**TASK INSTRUCTIONS**
From the entries that follow, report every line in which "Vigyan" occurs.

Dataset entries
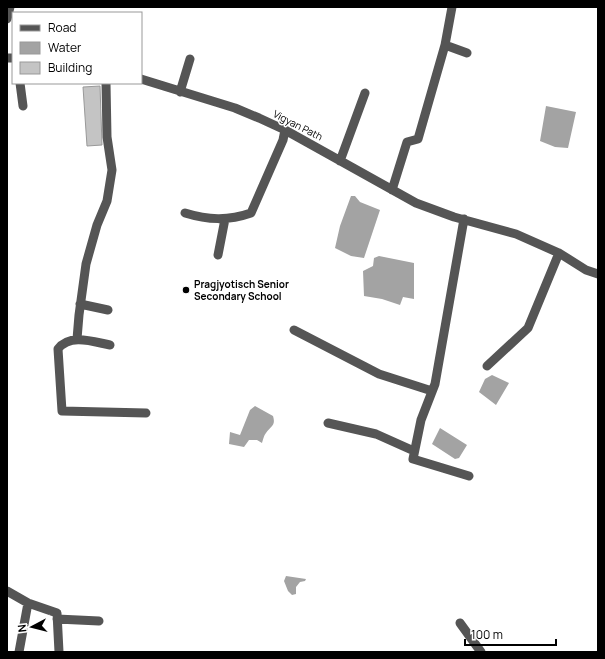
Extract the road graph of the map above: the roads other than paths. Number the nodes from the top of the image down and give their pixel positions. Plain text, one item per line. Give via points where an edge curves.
1 (10, 7) edge
2 (452, 7) edge
3 (7, 19) edge
4 (445, 45) junction
5 (467, 53) dead end
6 (190, 59) dead end
7 (142, 79) edge
8 (20, 84) edge
9 (106, 84) edge
10 (180, 92) junction
11 (364, 92) dead end
12 (23, 106) dead end
13 (285, 130) junction
14 (340, 161) junction
15 (392, 190) junction
16 (185, 213) dead end
17 (225, 219) junction
18 (464, 219) junction
19 (559, 253) junction
20 (218, 255) dead end
21 (598, 274) edge
22 (80, 304) junction
23 (108, 310) dead end
24 (294, 330) dead end
25 (77, 339) junction
26 (110, 345) dead end
27 (487, 366) dead end
28 (432, 391) junction
29 (146, 413) dead end
30 (328, 423) dead end
31 (414, 451) junction
32 (468, 476) dead end
33 (7, 591) edge
34 (28, 603) junction
35 (57, 619) junction
36 (99, 621) dead end
37 (460, 623) dead end
38 (19, 652) edge
39 (59, 652) edge
40 (481, 652) edge

1 - 3 street
2 - 4 street
4 - 5 street
4 - 15 street via 418,139 406,142
6 - 10 street
7 - 10 street, Vigyan Path
8 - 12 street
9 - 22 street via 107,137 112,170 107,201 86,264
10 - 13 street, Vigyan Path via 235,108
11 - 14 street
13 - 14 street, Vigyan Path
13 - 17 street via 251,214
14 - 15 street, Vigyan Path
15 - 18 street, Vigyan Path via 436,211
16 - 17 street via 197,217
17 - 20 street
18 - 19 street, Vigyan Path via 516,234
18 - 28 street
19 - 21 street, Vigyan Path via 586,270
19 - 27 street via 528,328
22 - 23 street
22 - 25 street
24 - 28 street via 380,374
25 - 26 street
25 - 29 street via 62,343 58,349 62,411
28 - 31 street via 421,420
30 - 31 street via 376,434
31 - 32 street via 413,458
33 - 34 street
34 - 35 street via 57,613
34 - 38 street
35 - 36 street
35 - 39 street
37 - 40 street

**RESPONSE**
7 - 10 street, Vigyan Path
10 - 13 street, Vigyan Path via 235,108
13 - 14 street, Vigyan Path
14 - 15 street, Vigyan Path
15 - 18 street, Vigyan Path via 436,211
18 - 19 street, Vigyan Path via 516,234
19 - 21 street, Vigyan Path via 586,270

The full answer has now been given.